Energie-Management LED-Treiberlösungen für Automotive-Applikationen

Teil 1: Im ersten Teil dieses Artikels werden die elektronischen Ansteuerungslösungen für LEDs im Automobil dargestellt. Daher beleuchtet er die verschiedenen Arten von Treiberschaltungen inklusive deren Vor- bzw. Nachteile für den Entwickler von automotiven LED-Applikationen. Wie sich die Schaltwandler-ICs und die speziell für den Automotive-Einsatz entwickelten ICs für LED-Applikationen von National Semiconductor optimal einsetzen lassen, wird anhand mehrerer Beispiel-Applikationen exemplarisch beschrieben. Dabei werden jeweils eine Schaltwandler-Topologie und ein IC des amerikanischen Halbleiter-Spezialisten in den Vordergrund gestellt, mit denen sich die gestellte Aufgabe lösen lässt. In Teil 2 des Artikels folgen weitere Anwendungsbeispiele mit weiterführenden technischen Hintergrundinformationen.

Dass LEDs bei Beleuchtungs- Entwicklern für den Automotive- Bereich immer mehr Anklang finden, hat neben praktischen auch ästhetische Gründe. Denn sie lassen sich überall im Auto als Leuchtmittel einsetzen: vom Scheinwerfer über das Tagfahrlicht, Nebelleuchten, Blinkleuchten, die Innenbeleuchtung, Hintergrundbeleuchtungen von Infotainment- Bildschirmen und kombinierten Heckleuchten-Einheiten bis zur erhöht angebrachten dritten Bremsleuchte.
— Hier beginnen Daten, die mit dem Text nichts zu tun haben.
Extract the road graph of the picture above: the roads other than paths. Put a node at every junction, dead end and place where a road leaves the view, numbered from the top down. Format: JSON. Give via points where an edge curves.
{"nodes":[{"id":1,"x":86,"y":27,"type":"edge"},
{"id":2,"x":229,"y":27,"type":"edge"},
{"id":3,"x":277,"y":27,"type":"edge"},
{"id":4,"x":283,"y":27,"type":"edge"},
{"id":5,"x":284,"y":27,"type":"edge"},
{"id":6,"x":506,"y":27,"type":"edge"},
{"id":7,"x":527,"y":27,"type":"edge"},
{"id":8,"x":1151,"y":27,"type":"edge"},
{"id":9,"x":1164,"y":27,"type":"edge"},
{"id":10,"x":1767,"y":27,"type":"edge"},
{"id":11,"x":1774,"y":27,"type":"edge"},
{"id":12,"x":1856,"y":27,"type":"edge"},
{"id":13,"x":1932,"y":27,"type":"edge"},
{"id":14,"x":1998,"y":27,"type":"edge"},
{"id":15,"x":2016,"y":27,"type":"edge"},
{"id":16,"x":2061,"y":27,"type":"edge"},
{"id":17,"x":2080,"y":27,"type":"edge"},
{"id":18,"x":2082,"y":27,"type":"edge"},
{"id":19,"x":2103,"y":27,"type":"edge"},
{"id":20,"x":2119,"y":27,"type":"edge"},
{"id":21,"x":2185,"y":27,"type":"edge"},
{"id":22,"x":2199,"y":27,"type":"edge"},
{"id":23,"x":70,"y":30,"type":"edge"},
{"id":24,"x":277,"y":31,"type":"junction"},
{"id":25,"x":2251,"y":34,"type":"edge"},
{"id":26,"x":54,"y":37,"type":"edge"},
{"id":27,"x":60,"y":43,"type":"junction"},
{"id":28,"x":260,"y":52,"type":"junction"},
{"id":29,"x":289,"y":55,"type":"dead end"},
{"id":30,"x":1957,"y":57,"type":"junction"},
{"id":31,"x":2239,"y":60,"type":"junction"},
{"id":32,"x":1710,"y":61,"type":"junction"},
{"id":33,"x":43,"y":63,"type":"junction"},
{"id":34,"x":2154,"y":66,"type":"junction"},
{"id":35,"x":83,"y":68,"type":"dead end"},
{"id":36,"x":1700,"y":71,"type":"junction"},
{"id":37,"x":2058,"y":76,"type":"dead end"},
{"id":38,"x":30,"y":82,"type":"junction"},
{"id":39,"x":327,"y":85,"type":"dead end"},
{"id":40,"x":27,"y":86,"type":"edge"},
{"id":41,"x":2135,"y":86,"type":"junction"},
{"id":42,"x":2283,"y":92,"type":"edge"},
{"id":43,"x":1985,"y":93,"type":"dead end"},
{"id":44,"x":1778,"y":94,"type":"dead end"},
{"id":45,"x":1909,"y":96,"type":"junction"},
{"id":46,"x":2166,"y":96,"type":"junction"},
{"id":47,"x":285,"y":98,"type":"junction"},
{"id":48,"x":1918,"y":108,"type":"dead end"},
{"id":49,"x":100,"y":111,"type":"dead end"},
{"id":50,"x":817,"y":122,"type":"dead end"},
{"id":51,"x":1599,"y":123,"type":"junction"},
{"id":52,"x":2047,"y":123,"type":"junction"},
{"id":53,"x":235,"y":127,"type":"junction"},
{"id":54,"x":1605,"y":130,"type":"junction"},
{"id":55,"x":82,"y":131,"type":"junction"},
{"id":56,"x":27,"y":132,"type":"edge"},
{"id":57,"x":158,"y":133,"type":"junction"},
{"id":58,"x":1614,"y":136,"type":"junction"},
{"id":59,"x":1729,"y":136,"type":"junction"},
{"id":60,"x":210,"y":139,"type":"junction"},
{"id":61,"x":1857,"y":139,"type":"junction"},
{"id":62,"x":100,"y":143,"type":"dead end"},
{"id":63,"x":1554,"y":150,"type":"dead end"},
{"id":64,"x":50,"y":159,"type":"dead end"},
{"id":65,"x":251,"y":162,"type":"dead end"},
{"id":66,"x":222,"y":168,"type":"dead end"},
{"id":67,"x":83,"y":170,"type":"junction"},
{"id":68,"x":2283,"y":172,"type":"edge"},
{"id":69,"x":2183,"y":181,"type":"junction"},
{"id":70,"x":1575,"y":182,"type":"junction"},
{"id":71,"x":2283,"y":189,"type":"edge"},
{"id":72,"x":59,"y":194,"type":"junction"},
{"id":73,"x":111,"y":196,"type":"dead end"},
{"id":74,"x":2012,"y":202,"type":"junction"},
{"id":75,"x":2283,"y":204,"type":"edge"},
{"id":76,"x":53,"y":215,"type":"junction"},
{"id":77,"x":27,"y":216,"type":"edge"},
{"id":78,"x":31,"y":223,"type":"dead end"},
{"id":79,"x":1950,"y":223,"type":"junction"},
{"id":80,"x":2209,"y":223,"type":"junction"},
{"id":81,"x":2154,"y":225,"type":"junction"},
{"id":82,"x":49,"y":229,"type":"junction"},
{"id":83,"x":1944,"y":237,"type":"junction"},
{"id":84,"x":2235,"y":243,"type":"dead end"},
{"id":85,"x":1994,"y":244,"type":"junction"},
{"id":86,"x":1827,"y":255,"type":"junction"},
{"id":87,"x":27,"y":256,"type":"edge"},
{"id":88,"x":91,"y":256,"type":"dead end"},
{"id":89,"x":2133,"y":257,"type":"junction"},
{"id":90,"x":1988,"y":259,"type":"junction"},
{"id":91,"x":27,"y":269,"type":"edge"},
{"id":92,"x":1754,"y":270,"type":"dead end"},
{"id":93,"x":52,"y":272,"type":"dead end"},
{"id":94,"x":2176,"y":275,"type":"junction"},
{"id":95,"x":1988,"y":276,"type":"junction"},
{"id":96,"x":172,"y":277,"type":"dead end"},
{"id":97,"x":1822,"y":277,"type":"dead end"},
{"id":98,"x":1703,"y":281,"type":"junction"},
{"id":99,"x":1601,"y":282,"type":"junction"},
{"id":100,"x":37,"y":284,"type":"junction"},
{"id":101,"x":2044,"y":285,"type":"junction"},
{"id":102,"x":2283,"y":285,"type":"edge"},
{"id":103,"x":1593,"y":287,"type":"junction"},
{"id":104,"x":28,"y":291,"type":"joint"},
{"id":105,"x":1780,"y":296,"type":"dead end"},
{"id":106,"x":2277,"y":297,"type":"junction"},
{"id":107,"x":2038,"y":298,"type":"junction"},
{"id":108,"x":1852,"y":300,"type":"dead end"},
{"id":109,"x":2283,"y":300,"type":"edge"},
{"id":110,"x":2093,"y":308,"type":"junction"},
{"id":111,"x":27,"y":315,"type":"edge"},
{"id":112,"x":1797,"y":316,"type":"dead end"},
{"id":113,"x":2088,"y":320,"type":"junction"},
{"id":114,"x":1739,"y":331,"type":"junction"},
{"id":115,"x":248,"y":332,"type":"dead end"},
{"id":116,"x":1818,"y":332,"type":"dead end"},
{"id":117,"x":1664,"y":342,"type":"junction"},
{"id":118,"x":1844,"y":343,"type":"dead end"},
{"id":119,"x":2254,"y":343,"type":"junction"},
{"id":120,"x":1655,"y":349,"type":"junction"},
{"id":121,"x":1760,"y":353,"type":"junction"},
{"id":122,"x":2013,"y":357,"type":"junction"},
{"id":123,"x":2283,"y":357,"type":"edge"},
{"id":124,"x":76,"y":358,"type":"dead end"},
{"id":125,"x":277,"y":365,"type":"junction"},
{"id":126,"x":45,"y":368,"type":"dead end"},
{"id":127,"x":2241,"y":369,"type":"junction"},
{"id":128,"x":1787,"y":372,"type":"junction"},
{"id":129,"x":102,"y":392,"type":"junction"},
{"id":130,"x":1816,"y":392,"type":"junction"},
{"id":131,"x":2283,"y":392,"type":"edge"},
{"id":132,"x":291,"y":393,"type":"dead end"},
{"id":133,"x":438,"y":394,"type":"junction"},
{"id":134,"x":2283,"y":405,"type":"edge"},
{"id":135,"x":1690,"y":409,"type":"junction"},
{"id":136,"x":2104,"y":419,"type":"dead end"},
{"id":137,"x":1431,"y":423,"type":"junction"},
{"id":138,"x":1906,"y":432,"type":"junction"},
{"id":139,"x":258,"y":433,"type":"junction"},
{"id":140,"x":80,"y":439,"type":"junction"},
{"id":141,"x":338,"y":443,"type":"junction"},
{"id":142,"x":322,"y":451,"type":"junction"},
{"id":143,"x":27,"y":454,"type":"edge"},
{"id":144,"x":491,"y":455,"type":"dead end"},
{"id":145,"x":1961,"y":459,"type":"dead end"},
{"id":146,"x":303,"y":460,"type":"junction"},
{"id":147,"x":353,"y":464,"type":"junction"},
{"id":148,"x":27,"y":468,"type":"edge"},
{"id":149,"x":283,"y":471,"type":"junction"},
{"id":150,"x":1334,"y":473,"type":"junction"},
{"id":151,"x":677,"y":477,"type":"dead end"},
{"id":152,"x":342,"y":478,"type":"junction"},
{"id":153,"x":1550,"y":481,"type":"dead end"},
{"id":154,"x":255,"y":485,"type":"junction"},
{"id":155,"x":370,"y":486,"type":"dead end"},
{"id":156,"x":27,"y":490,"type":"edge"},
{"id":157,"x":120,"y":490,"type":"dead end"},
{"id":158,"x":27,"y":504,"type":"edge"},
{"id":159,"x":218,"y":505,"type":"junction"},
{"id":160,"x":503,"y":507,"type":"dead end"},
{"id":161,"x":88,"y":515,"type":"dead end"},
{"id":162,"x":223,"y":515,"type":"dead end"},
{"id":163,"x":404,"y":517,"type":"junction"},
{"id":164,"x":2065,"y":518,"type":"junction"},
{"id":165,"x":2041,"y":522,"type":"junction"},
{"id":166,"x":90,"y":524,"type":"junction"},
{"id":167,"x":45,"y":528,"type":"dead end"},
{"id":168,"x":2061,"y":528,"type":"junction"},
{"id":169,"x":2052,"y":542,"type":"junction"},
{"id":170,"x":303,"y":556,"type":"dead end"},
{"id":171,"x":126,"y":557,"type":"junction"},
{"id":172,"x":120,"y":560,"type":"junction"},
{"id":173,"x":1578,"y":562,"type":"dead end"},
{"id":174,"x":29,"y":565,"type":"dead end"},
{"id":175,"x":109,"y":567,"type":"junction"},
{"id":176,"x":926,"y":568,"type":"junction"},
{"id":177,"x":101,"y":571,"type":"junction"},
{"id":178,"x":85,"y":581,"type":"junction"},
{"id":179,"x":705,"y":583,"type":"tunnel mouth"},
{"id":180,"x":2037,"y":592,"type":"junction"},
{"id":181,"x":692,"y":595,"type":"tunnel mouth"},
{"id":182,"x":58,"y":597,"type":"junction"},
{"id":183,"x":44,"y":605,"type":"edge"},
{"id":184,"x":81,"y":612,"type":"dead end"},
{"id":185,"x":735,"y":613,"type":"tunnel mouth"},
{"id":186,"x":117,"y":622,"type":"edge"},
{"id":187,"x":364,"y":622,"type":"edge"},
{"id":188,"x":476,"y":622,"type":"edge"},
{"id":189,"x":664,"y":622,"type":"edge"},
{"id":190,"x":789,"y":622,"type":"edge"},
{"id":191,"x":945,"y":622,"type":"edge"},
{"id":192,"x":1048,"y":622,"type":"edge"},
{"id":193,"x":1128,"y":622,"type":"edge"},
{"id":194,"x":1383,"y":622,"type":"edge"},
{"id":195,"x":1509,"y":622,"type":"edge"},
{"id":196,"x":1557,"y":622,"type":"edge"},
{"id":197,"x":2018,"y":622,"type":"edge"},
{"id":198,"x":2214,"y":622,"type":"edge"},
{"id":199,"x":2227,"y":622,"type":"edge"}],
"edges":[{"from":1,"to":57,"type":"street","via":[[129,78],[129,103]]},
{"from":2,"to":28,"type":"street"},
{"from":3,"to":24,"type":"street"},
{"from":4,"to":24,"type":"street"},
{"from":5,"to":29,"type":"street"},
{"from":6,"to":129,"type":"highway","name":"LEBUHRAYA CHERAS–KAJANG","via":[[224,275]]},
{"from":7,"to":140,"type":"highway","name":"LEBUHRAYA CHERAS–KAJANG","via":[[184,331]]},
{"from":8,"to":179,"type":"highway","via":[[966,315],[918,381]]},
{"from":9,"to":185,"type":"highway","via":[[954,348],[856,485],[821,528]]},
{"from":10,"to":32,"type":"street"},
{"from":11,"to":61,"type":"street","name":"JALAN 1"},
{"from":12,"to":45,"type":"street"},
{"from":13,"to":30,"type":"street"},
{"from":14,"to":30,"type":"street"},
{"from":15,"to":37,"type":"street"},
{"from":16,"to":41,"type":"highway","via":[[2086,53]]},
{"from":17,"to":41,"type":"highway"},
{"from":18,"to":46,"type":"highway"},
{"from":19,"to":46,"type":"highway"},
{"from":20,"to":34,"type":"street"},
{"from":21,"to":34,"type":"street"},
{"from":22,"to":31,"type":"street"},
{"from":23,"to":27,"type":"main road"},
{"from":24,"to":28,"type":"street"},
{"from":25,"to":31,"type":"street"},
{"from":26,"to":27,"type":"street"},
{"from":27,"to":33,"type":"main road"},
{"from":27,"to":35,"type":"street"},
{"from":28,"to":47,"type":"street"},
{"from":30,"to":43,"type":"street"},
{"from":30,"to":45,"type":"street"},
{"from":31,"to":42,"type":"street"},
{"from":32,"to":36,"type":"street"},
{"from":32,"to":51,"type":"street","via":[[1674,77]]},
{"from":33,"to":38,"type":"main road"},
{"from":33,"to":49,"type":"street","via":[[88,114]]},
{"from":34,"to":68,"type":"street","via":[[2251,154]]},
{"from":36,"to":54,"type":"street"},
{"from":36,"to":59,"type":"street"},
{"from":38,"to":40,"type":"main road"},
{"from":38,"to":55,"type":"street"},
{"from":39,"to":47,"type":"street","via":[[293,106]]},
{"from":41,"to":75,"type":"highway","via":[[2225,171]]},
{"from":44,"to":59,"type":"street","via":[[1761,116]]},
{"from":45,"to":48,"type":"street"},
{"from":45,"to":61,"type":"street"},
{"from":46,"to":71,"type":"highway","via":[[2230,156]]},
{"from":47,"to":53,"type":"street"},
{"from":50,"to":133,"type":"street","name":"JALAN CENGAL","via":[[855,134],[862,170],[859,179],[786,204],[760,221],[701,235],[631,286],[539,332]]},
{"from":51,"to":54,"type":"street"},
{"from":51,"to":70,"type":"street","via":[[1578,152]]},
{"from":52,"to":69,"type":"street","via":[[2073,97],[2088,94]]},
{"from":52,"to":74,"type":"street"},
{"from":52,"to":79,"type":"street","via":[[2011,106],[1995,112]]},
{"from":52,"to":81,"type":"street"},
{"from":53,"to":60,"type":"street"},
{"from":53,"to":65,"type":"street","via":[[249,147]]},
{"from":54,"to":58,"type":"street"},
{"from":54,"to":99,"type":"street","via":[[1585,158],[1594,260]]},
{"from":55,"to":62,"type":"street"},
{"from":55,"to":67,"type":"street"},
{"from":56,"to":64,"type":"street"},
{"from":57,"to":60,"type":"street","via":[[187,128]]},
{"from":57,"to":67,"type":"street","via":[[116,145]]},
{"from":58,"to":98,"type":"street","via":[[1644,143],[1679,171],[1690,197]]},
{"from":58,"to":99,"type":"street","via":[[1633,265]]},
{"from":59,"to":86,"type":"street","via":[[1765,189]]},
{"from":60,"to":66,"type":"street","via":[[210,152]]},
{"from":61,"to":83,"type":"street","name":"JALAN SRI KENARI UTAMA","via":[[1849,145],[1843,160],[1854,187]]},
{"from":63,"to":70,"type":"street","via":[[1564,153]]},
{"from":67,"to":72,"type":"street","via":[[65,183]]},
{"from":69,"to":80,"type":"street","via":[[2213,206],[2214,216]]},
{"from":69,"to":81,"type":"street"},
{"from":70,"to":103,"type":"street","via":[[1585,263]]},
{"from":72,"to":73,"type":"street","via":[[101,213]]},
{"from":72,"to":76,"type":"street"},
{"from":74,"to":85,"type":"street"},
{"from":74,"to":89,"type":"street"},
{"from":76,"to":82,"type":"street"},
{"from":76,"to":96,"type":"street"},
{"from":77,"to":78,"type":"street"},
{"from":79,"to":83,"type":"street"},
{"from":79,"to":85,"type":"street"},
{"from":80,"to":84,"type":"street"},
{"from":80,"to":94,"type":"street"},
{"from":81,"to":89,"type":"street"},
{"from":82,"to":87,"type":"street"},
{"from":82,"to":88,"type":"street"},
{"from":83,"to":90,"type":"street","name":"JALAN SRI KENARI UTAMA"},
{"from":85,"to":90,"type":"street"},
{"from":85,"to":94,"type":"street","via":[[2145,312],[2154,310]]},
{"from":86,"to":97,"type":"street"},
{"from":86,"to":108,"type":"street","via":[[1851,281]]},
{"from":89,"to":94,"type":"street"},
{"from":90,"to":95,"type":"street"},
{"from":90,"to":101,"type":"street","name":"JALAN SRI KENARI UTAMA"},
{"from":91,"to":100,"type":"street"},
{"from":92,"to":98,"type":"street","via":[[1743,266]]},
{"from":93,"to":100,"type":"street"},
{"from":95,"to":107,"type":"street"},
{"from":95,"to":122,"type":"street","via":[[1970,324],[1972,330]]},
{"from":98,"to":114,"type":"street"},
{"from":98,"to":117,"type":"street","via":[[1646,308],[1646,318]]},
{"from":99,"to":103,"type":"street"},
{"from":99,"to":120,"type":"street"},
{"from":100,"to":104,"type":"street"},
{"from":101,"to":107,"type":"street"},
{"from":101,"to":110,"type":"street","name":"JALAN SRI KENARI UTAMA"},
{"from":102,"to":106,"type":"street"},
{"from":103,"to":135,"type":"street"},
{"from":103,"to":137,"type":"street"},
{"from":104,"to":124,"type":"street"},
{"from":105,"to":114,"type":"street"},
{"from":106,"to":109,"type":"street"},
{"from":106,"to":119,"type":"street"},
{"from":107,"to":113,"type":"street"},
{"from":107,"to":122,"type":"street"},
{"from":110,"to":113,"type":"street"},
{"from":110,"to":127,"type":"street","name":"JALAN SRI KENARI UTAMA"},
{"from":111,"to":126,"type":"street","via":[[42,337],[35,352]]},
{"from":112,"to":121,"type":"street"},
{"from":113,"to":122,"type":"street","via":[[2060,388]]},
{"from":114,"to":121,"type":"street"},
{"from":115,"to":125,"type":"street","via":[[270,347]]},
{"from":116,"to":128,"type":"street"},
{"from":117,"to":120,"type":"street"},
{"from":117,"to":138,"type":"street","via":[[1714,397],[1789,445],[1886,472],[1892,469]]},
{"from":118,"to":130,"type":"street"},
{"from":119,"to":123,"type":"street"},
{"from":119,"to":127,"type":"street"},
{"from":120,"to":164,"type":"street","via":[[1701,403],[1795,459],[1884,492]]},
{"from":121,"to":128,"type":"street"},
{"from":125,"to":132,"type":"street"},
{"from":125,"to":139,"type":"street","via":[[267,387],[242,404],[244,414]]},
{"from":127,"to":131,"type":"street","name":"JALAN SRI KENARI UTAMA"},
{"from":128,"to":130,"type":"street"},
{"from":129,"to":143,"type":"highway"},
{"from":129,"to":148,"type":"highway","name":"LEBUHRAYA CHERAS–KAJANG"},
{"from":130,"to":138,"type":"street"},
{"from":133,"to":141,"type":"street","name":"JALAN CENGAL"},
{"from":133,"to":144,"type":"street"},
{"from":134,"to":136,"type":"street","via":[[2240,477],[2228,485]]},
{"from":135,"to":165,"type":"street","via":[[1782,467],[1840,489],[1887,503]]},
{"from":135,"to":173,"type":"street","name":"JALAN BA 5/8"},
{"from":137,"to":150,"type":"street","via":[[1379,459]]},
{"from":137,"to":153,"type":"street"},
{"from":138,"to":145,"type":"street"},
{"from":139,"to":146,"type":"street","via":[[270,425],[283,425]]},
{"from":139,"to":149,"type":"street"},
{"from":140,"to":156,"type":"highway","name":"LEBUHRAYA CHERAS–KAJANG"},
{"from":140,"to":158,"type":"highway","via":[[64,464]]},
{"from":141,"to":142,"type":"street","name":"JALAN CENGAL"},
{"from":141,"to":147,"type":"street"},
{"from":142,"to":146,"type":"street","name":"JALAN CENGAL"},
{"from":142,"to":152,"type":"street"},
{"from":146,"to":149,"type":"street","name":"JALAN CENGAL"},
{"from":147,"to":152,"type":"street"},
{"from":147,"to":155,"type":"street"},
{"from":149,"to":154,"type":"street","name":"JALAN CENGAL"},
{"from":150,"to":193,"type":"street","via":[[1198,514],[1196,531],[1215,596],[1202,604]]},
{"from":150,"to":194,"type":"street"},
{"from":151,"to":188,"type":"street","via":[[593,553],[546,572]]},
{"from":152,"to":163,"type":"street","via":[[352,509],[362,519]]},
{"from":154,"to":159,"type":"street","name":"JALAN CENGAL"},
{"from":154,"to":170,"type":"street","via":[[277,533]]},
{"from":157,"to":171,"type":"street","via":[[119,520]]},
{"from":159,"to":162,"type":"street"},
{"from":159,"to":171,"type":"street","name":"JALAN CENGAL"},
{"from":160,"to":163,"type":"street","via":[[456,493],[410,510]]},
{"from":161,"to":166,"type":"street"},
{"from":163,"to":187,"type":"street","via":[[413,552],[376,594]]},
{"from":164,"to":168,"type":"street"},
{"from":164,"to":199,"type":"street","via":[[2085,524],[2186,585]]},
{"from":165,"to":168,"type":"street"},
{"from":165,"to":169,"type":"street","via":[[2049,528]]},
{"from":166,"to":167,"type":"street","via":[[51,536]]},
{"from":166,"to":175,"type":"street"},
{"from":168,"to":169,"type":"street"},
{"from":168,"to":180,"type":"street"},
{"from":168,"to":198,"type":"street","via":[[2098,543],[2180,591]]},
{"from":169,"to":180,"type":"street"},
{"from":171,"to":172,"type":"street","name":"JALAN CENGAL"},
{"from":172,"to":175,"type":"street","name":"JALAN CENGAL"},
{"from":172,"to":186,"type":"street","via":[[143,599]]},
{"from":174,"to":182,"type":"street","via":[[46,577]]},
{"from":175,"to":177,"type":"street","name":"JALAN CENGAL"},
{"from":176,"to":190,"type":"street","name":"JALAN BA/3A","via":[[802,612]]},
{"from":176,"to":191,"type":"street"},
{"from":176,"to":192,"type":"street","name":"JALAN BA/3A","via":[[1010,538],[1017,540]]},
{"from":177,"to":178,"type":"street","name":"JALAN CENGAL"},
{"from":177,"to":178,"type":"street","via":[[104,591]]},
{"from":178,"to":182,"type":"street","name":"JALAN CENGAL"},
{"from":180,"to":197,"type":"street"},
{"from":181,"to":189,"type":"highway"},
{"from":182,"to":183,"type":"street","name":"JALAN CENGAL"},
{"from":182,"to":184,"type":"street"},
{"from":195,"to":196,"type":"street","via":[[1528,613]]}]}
Was die elektronischen Ansteuerlösungen für LEDs betrifft, sind in erster Linie zwei Arten von Treiberschaltungen relevant: der Linearregler und der Schaltwandler. Unstrittig ist, dass sich Linearregler durch geringeren Bauteileaufwand und weniger elektromagnetische Interferenzen auszeichnen. In Sachen Effizienz und Wärmeerzeugung sind sie jedoch klar im Nachteil. So erklärt es sich, dass viele Entwickler den Schaltwandler bevorzugen. Welche Topologie hier in Frage kommt, lässt sich an der Höhe der DC-Eingangsspannung sowie an der Anzahl und Bauart der LEDs bestimmen. Ist die Versorgungsspannung höher als die Gesamtspannung der LEDs, wird ein Abwärtswandler benötigt, während im anderen Fall ein Aufwärtswandler erforderlich ist. Darüber hinaus gibt es auch Fälle, in denen die LED-Spannung je nach Situation sowohl kleiner als auch größer als die Eingangsspannung sein kann. Unter solchen Umständen sollte ein Abwärts-/Aufwärtswandler oder ein „Single Ended Primary Inductance Converter“ (SEPIC) implementiert werden. Bei der Entwicklung eines Beleuchtungssystems geht es keineswegs nur darum, die LEDs mit Strom zu versorgen. Das Wärme-Management kommt als weiterer wichtiger Aspekt hinzu. Ein LED-Treiber-IC kann die thermischen Eigenschaften unter anderem  dadurch verbessern, dass es den LED-Vorwärtsstrom abhängig von der Temperatur reguliert. Dies kann beispielsweise erfolgen, indem die Temperatur mithilfe externer Schaltungen erfasst und der den LEDs zugeführte Strom entsprechend variiert wird. Eleganter ist allerdings die Verwendung eines ICs, in das alle nötigen Funktionen bereits integriert sind.